Re-posted from: https://bkamins.github.io/julialang/2023/09/08/dropcols.html
Introduction
One of the common tasks when working with a data frame is dropping some of its columns.
There are two ways to do it. You can either specify
which columns you want to keep or which columns you want to drop.
One of the frequent questions I get is how to do these operations with
[DataFrames.jl][tables] in case the list of columns to keep or drop might not
be a subset of columns of the data frame. This is the topic I want to cover in my today’s post.

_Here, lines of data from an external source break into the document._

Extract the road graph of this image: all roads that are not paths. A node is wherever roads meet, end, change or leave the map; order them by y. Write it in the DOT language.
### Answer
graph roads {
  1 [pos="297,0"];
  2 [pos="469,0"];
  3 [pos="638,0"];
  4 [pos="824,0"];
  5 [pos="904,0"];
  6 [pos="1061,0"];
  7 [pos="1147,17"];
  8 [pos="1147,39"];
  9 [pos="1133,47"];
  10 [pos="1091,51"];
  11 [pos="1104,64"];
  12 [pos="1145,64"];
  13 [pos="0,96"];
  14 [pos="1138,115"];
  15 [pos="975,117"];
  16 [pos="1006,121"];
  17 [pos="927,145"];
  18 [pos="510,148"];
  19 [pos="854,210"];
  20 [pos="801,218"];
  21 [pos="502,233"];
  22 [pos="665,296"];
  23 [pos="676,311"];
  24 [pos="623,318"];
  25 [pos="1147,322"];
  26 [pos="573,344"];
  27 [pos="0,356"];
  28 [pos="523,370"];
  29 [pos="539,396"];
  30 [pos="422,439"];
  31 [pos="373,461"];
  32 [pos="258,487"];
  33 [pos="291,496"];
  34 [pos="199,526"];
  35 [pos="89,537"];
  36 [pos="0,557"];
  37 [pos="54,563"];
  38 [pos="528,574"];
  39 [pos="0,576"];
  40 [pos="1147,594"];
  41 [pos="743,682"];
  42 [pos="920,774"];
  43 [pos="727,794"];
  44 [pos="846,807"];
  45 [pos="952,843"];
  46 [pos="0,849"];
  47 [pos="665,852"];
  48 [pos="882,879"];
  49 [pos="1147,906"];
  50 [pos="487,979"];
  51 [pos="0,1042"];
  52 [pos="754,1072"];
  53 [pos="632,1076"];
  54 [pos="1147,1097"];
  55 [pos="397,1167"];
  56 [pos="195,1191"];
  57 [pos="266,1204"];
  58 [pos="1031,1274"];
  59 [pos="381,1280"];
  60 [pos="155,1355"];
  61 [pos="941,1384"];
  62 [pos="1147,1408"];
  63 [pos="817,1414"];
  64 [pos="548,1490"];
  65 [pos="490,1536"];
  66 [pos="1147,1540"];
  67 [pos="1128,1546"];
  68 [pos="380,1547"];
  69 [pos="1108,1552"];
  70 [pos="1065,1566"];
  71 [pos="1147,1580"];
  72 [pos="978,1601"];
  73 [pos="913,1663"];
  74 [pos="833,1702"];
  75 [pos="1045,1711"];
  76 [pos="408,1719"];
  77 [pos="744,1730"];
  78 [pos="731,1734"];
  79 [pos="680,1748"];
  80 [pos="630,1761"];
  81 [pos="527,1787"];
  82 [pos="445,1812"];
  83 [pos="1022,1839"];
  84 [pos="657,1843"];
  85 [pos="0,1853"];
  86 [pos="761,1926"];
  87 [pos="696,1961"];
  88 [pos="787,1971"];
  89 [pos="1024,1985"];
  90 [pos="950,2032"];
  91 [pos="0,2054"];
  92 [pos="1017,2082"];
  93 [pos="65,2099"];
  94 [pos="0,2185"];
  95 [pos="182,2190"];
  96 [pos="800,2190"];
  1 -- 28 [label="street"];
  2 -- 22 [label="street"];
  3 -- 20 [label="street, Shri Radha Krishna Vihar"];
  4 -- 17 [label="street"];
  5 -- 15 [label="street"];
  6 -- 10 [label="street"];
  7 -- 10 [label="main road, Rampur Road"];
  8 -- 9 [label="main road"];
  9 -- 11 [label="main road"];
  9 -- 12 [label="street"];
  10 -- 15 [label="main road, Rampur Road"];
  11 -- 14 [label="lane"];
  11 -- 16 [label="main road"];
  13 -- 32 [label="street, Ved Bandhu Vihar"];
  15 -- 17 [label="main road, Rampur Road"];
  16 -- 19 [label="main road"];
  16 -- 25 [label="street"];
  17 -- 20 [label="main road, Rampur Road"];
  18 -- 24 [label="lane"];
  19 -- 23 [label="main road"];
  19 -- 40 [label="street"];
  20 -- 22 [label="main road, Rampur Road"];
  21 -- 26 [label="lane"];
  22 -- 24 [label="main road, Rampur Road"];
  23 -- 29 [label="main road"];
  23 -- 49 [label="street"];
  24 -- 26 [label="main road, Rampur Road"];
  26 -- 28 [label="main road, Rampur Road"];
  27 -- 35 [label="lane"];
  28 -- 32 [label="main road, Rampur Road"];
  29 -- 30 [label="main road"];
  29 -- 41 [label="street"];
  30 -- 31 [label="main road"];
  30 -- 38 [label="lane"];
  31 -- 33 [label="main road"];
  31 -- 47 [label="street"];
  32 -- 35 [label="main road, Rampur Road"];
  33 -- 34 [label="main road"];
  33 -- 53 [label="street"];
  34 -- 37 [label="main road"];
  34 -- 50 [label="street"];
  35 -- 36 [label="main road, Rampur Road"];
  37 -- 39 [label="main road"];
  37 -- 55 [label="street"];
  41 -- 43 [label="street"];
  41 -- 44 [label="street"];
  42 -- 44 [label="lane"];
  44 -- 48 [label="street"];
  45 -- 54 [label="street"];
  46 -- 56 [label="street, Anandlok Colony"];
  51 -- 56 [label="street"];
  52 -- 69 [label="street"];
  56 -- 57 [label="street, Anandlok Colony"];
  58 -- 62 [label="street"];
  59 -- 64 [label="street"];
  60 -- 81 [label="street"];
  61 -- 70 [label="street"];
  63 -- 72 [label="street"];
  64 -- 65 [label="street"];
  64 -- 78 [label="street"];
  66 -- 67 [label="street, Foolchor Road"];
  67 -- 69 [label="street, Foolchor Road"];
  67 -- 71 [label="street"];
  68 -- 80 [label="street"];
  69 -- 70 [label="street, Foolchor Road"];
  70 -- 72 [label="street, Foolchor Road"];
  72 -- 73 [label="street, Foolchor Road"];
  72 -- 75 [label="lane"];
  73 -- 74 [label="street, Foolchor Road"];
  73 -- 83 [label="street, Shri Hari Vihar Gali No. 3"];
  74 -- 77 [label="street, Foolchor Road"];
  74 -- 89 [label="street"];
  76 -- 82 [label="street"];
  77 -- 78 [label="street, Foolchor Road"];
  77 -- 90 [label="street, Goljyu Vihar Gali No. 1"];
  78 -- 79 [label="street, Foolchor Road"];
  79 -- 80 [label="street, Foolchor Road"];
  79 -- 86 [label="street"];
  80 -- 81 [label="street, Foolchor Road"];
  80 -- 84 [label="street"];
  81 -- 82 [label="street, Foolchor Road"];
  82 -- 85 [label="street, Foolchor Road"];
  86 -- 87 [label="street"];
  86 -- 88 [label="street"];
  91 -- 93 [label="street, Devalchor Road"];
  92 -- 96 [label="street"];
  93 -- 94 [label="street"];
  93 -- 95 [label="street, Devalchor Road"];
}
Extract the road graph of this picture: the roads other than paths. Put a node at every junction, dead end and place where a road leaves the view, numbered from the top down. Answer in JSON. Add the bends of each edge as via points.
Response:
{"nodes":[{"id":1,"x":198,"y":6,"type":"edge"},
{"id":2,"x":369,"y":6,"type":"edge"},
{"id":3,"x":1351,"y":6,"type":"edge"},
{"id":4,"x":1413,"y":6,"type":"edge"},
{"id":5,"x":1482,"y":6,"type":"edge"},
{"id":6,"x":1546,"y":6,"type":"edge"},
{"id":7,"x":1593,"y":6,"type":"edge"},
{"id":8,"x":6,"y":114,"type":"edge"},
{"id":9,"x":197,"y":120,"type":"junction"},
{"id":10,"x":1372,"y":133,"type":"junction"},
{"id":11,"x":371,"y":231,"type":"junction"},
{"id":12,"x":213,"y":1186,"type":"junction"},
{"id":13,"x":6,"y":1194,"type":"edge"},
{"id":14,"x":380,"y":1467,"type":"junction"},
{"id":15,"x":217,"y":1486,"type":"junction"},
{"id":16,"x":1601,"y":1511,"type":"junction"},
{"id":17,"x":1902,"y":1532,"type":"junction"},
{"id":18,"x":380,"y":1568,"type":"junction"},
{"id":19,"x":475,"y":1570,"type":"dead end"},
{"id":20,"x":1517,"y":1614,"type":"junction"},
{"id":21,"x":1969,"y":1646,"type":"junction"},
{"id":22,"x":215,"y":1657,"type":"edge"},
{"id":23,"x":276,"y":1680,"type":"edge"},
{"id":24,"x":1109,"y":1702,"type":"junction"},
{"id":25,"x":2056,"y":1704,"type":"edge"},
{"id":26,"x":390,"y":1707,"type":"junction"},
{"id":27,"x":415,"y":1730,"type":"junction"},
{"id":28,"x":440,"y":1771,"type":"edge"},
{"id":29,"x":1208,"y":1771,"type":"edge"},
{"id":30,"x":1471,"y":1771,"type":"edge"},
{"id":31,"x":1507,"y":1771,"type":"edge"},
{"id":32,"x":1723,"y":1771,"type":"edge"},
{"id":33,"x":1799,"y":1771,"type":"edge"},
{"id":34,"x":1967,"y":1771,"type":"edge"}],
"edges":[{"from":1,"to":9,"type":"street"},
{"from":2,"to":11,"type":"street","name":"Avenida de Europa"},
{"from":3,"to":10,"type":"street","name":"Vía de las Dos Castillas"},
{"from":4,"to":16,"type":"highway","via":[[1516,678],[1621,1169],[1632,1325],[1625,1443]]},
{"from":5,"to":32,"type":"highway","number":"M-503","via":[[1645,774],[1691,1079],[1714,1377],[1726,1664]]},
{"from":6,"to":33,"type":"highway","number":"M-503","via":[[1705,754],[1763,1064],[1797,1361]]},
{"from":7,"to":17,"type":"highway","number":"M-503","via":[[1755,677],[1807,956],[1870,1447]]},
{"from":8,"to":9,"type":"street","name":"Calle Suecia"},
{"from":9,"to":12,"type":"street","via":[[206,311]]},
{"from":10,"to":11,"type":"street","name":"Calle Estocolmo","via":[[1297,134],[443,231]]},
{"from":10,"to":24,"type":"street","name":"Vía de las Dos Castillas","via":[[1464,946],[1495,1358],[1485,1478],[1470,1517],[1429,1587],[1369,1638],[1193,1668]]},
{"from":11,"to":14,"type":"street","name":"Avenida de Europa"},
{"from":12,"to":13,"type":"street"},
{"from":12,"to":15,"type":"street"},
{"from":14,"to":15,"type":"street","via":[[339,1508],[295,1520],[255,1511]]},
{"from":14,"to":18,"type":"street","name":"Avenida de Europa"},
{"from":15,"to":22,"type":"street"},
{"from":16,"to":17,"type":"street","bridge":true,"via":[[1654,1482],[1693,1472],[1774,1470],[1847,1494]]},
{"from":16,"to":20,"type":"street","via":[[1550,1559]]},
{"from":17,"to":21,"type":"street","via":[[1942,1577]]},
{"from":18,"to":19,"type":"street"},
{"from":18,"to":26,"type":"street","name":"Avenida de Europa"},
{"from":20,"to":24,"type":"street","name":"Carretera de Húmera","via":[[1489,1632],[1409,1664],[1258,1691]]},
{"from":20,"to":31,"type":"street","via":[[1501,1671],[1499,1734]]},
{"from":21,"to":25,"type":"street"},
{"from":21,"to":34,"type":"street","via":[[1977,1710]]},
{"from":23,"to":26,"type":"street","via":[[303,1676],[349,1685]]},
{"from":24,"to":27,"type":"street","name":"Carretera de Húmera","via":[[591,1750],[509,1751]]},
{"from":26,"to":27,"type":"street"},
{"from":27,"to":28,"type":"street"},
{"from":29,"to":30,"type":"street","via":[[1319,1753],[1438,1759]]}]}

The post was tested using Julia 1.9.2 and DataFrames.jl 1.6.1.
Standard column selection
First, create an example data frame:
julia> using DataFrames
julia> df = DataFrame(a=1, b=2, c=3, d=4)
1×4 DataFrame
Row │ a b c d
│ Int64 Int64 Int64 Int64
─────┼────────────────────────────
1 │ 1 2 3 4
Now assume I want to keep columns :a
and :c
from it. You can do it by writing, for example:
julia> select(df, :a, :c)
1×2 DataFrame
Row │ a c
│ Int64 Int64
─────┼──────────────
1 │ 1 3
You could also pass the columns as a variable using e.g., a vector:
julia> keep1 = [:a, :c]
2-element Vector{Symbol}:
:a
:c
julia> select(df, keep1)
1×2 DataFrame
Row │ a c
│ Int64 Int64
─────┼──────────────
1 │ 1 3
Now, let us discuss dropping columns. Assume we want to keep all columns except columns :b
and :d
.
We can achieve this by using the Not
command:
julia> select(df, Not(:b, :d))
1×2 DataFrame
Row │ a c
│ Int64 Int64
─────┼──────────────
1 │ 1 3
Also in this case we can use a helper variable:
julia> drop1 = [:b, :d]
2-element Vector{Symbol}:
:b
:d
julia> select(df, Not(drop1))
1×2 DataFrame
Row │ a c
│ Int64 Int64
─────┼──────────────
1 │ 1 3
The problematic case: the selected column is not present in a data frame
In some scenarios, we might want to provide a list of columns of which not
all are present in the data frame. For example, assume we want to keep
columns :a
and :x
. We see that the :x
column is not present in our
df
data frame.
Before we move forward, let me comment when such a situation occurs most often.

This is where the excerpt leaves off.